На другой день вызывают к директору. Прихожу — сидят папа и мама. Директор посадил меня за свой письменный стол и велел решать задачку про тыквы. Я решила, и опять у меня получилось двадцать восемь. «Ладно, — сказал папа, — придем домой, я тебе покажу двадцать восемь». Пришли домой, он сел, прочитал задачку и спрашивает: «Ты что, может, думаешь, что две тыквы не потянут сорок семь килограммов? Вполне свободно потянут. Я, говорит, на выставке сорт такой видел — крупноплодная. Один экспонат восемьдесят килограммов тянет». Я говорю, что, конечно, тыква может весить восемьдесят килограммов, а тем более две тыквы. «Ну, так пиши», — говорит папа. «Чего писать-то?» — «Сорок семь». — «Как же я напишу сорок семь, — говорю я ему, — когда надо не писать, а решать по вопросам?» — «Ну и решай по вопросам!» — «А я не знаю как!» — «Ладно, говорит, тогда я решу, а ты своей рукой перепишешь». И папа стал решать по вопросам и запутался. Перечеркал две страницы, и у него ничего не получилось. Знает только, что сорок семь килограммов, а какие должны быть вопросы — не знает. Тогда он позвал маму и велел ей придумывать вопросы; у мамы тоже ничего не получилось. Тогда папа стал ругать школу, Витаминыча, и меня, и маму, и ругался так, что мама ушла из дому. Какая я все-таки несчастливая! Другие получают двойки — и хоть бы что, а как я — так целая история… Вечером приходит мама, кладет возле меня эскимо и говорит: «Сил, говорит, больше нет. На, говорит, подавись. Только завтра в школе реши задачку». Я поняла сразу — это Люська наябедничала, и теперь про наш спор всем известно.
Прихожу в школу — Витаминыч говорит: «Муратова». А мальчишки в нашем классе и уроки не стали учить — знают, что Витаминыч одну меня спрашивает, и не учат — играют в перышки, и все. Никто ничего не учит. Витаминыч поставил меня и говорит: «Муратова, мне все известно про твой спор. Спор этот глупый. Мы всем коллективом боремся против двоек.
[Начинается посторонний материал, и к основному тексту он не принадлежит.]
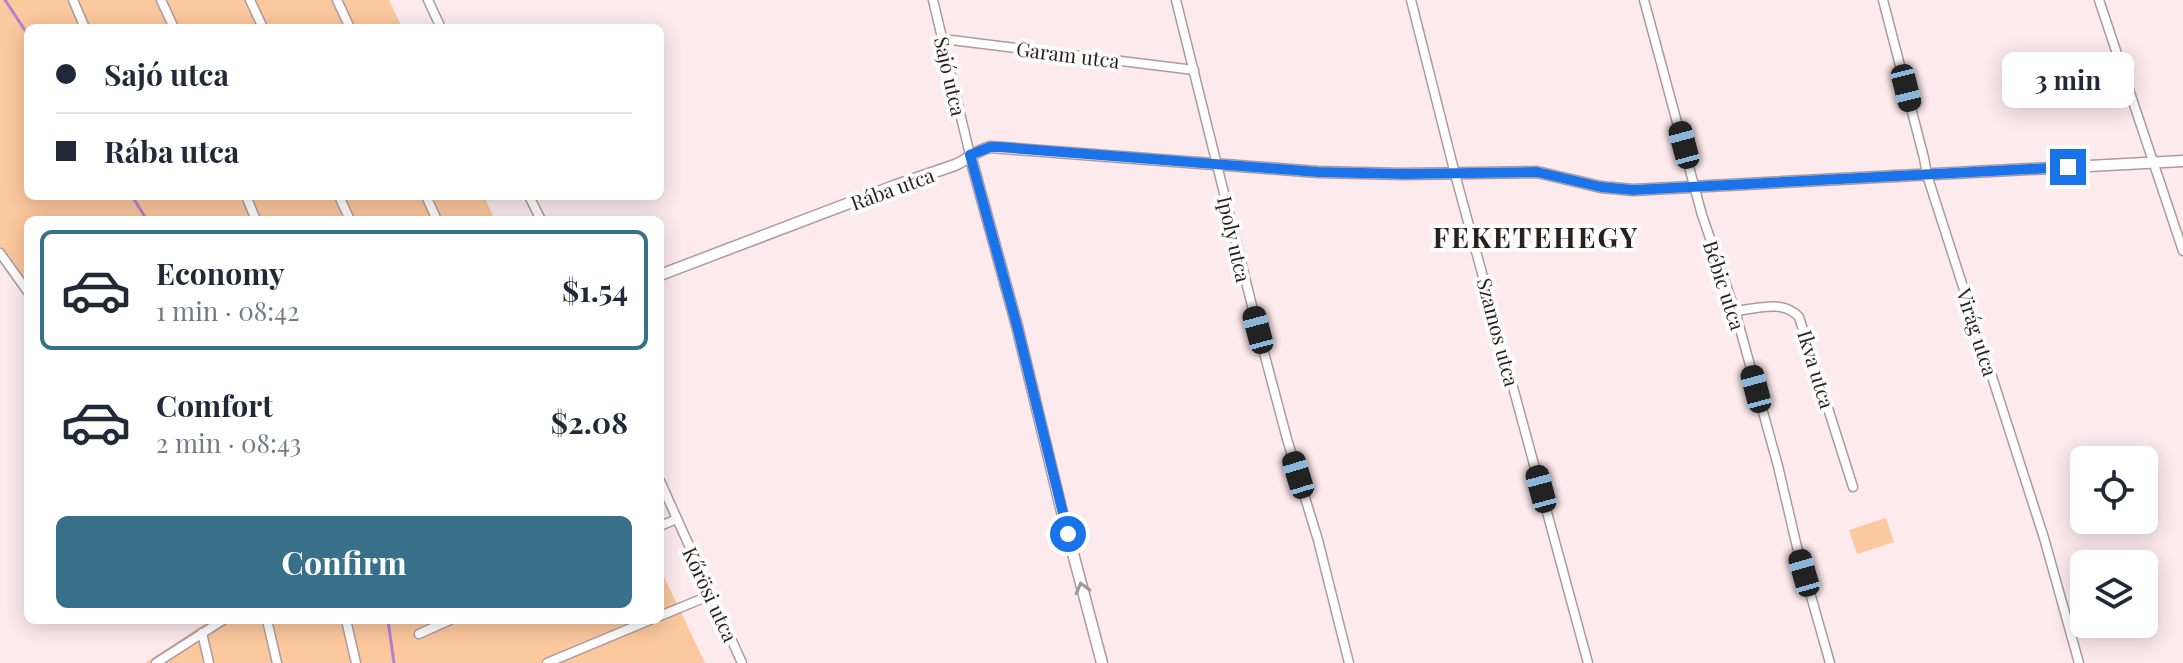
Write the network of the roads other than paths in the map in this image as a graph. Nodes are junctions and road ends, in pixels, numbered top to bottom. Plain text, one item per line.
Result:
1 (73, 0) edge
2 (161, 0) edge
3 (250, 0) edge
4 (337, 0) edge
5 (428, 0) edge
6 (933, 0) edge
7 (1176, 0) edge
8 (1411, 0) edge
9 (1644, 0) edge
10 (1883, 0) edge
11 (2099, 0) edge
12 (83, 24) edge
13 (172, 24) edge
14 (261, 24) edge
15 (348, 24) edge
16 (439, 24) edge
17 (943, 39) junction
18 (1194, 70) junction
19 (970, 155) junction
20 (2183, 161) edge
21 (2153, 162) junction
22 (1217, 164) junction
23 (1455, 174) junction
24 (1927, 175) junction
25 (1694, 187) junction
26 (2183, 251) edge
27 (0, 253) edge
28 (664, 273) edge
29 (24, 286) edge
30 (1735, 311) junction
31 (1853, 487) dead end
32 (664, 490) edge
33 (677, 519) junction
34 (664, 524) edge
35 (711, 595) junction
36 (664, 614) edge
37 (217, 624) edge
38 (268, 624) edge
39 (347, 624) edge
40 (441, 624) edge
41 (640, 624) edge
42 (202, 633) junction
43 (419, 634) dead end
44 (740, 662) edge
45 (156, 663) edge
46 (209, 663) edge
47 (277, 663) edge
48 (356, 663) edge
49 (547, 663) edge
50 (1102, 663) edge
51 (1349, 663) edge
52 (1588, 663) edge
53 (1830, 663) edge
54 (2079, 663) edge

1 - 12 street
2 - 13 street
3 - 14 street
4 - 15 street
5 - 16 street
6 - 17 street, Sajó utca
7 - 18 street, Ipoly utca
8 - 23 street, Szamos utca
9 - 25 street, Bébic utca
10 - 24 street, Virág utca
11 - 21 street
17 - 18 street, Garam utca
17 - 19 street, Sajó utca
18 - 22 street, Ipoly utca
19 - 22 street, Rába utca
19 - 28 street, Rába utca
50 -> 19 street, Sajó utca
20 - 21 street, Rába utca
21 - 24 street, Rába utca
21 - 26 street
22 - 23 street, Rába utca
22 - 51 street, Ipoly utca
23 - 25 street, Rába utca
23 - 52 street, Szamos utca
24 - 25 street, Rába utca
24 - 54 street, Virág utca
25 - 30 street, Bébic utca
27 - 29 street
30 - 31 street, Ikva utca
30 - 53 street, Bébic utca
32 - 33 street, Kőrösi utca
33 - 34 street
33 - 35 street, Kőrösi utca
35 - 36 street
35 - 44 street, Kőrösi utca
37 - 42 street
38 - 47 street
39 - 48 street
40 - 43 street
41 - 49 street
42 - 45 street
42 - 46 street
Каждая двойка — это брак для всей школы и позор для учителя и ученика. Муратова, каждая лишняя двойка — пятно не только на тебя, а на родную школу. Но, очевидно, ты еще до этого не доросла и не понимаешь этого, Муратова. Но мое состояние, твоего старого учителя, ты должна понять? Должна или нет?»
Витаминыч говорил долго. Я несколько раз садилась, думала, что он кончил, а он опять начинал говорить, и мне снова приходилось вставать.
«Муратова, — сказал под конец Витаминыч. — Неужели я стал такой старый, что уже и учить не могу? Что же мне — из школы уходить? Не узнаю я тебя, Муратова».
Мне стало жалко Витаминыча, и я заревела. Тогда он вызвал меня к доске, велел перестать реветь и решать задачку про тыквы. Я стала решать, и у меня получилось — двадцать восемь.
Больше меня почему-то не вызывали. Ни Витаминыч не вызывал, никто. А маме сказали, что меня постараются исключить из школы. Я думаю: что же, буду неученая! Разве все должны быть ученые? Неученых тоже надо. Жалко только, что спор проспорила, — не получить мне пяти двоек. Люська и так ходит нос задравши…
Так через неделю, на переменке, девчонки шепчут — приехало начальство из районо Муратову из школы выгонять. Вызывают меня в учительскую. Смотрю, Роман Семенович — наш директор совхоза… Он тогда еще в районо работал. Веселый, смеется. Спрашивает: «Сколько у тебя, Муратова, двоек?» Я говорю: «Две». — «А сколько надо?»— «Пять». — «Ну-ка, давай решать задачки!» — Решаю — получается не по ответу. «Э-э!» — дразнится Роман Семенович по-девчачьи и ставит двойку. Дает другую задачку. Еще двойка. Дает третью — опять двойка. Красота! Правда? В один день — три двойки. Папе рассказывала — не поверил. А Люська ревела от злости, когда узнала. «Ну, — все, — сказал Роман Семенович. — А теперь иди исправляй отметки у Константина Вениаминовича». И уехал.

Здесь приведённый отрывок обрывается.